La migration représente «seulement» 3% de la population mondiale. Mais concrètement, cela signifie que près de 220 millions de personnes vivent en dehors de leur pays natal. Et, selon une étude de Gallup, 700 millions de plus seraient prêts à émigrer s’ils le pouvaient. Rien qu’entre 1990 et 2010, le nombre de migrants en direction des pays développés a augmenté de 82 à 127 millions de personnes. Les destinations prioritaires sont les Etats-Unis, l’Europe et les pays du Golfe. Le livre édité par le scientifique américain Douglas Besharov et le chercheur hispanique Mark Lopez «Adjusting to a World in Motion» s’inscrit dans une série de contributions intelligentes d’auteurs internationaux, qui prennent du recul et se fondent sur des bases de données fiables afin de déterminer quelles sont les tendances de la migration mondiale. Pour ce faire, les différentes approches de la politique migratoire sont analysées.
Surtout du point de vue de la Suisse, où la migration est finalement une véritable réussite, la lecture de ces 440 pages est précieuse : elle permet d’avoir une vue d’ensemble et de regarder au-delà des frontières nationales. Depuis 1871, la population de notre pays a triplé, alors que le PIB réel par tête a été multiplié par douze. Le chapitre introductif des éditeurs montre déjà que, ici comme dans les autres pays de destination européens et aux Etats-Unis, la migration est de moins en moins perçue comme une opportunité par la population, mais de plus en plus comme un problème.
Par la suite, les chercheurs de Gallup Neli Esipova, Rajesh Srinivasan et Julie Ray étudient le potentiel d’émigration des différentes régions du monde. Les habitants de l’Afrique subsaharienne sont les plus disposés à émigrer. Le principal facteur d’attraction réside dans les énormes disparités de richesse. L’espoir d’une vie économiquement meilleure est le motif d’émigration dans près de 70% des cas. Bien que le nombre d’émigrants potentiels en provenance d’Asie atteigne un pourcentage nettement plus bas que ceux provenant d’Afrique, cela représente tout de même 250 millions de personnes en raison de l’immense croissance démographique asiatique. Leur pays de destination numéro un reste les Etats-Unis. La rhétorique anti-migration assourdissante contre les immigrés mexicains aux Etats-Unis apparaît sous un jour nouveau quand on confronte la baisse de l’immigration hispanique à la forte augmentation des immigrés asiatiques. Selon les contributions des think tanker américains, Eileen Patten et Andrew Selee, cela s’explique aussi par l’accroissement de la puissance économique du Mexique suite à l’accord de libre-échange de l’ALENA.
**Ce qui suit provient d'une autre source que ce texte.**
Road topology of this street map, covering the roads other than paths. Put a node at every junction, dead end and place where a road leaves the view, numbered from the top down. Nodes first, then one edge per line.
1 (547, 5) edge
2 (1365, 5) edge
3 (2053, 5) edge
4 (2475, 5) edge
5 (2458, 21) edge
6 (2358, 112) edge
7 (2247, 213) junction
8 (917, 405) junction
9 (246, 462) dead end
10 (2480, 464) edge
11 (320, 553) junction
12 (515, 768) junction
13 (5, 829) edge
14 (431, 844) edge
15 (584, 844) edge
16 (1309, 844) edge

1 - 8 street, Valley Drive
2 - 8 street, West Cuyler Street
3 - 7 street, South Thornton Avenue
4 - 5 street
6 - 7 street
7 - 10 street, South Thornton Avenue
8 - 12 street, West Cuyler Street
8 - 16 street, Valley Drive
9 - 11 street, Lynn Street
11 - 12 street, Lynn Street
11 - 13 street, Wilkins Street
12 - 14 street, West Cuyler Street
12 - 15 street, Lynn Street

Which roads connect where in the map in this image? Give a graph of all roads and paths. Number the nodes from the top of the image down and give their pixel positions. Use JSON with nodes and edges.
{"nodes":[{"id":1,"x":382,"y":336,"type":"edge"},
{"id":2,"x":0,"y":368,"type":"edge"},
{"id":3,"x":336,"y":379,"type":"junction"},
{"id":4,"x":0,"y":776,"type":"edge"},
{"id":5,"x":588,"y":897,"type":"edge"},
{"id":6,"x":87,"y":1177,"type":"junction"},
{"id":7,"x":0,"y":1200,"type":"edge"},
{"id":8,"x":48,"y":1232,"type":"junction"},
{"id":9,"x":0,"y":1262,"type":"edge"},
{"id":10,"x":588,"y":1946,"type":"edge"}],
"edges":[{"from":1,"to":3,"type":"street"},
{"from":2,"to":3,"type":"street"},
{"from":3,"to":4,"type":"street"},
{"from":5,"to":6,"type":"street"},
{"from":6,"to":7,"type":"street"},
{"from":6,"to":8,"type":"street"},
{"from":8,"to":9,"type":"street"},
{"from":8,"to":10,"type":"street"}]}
Tous les auteurs s’attendent à la poursuite de l’augmentation des mouvements migratoires. Selon les prévisions de l’ONU, 41 millions d’individus émigreront en Europe d’ici 2050. Il va de soi que les pays européens, et donc aussi la Suisse, ne peuvent relever ces défis que par une coopération transnationale. Les contributions d’Anja Wiesbrock et Katharina Eisele portent un regard critique sur la politique migratoire jusqu’ici très fragmentée sur le continent européen. A l’issue de la lecture, une chose reste évidente : la complexité des questions politiques dominant l’actualité fait qu’on ne peut en aucun cas y répondre par de simples solutions nationales.
Cette critique de livre est parue dans le numéro d’avril 2017 du magazine «Bilanz».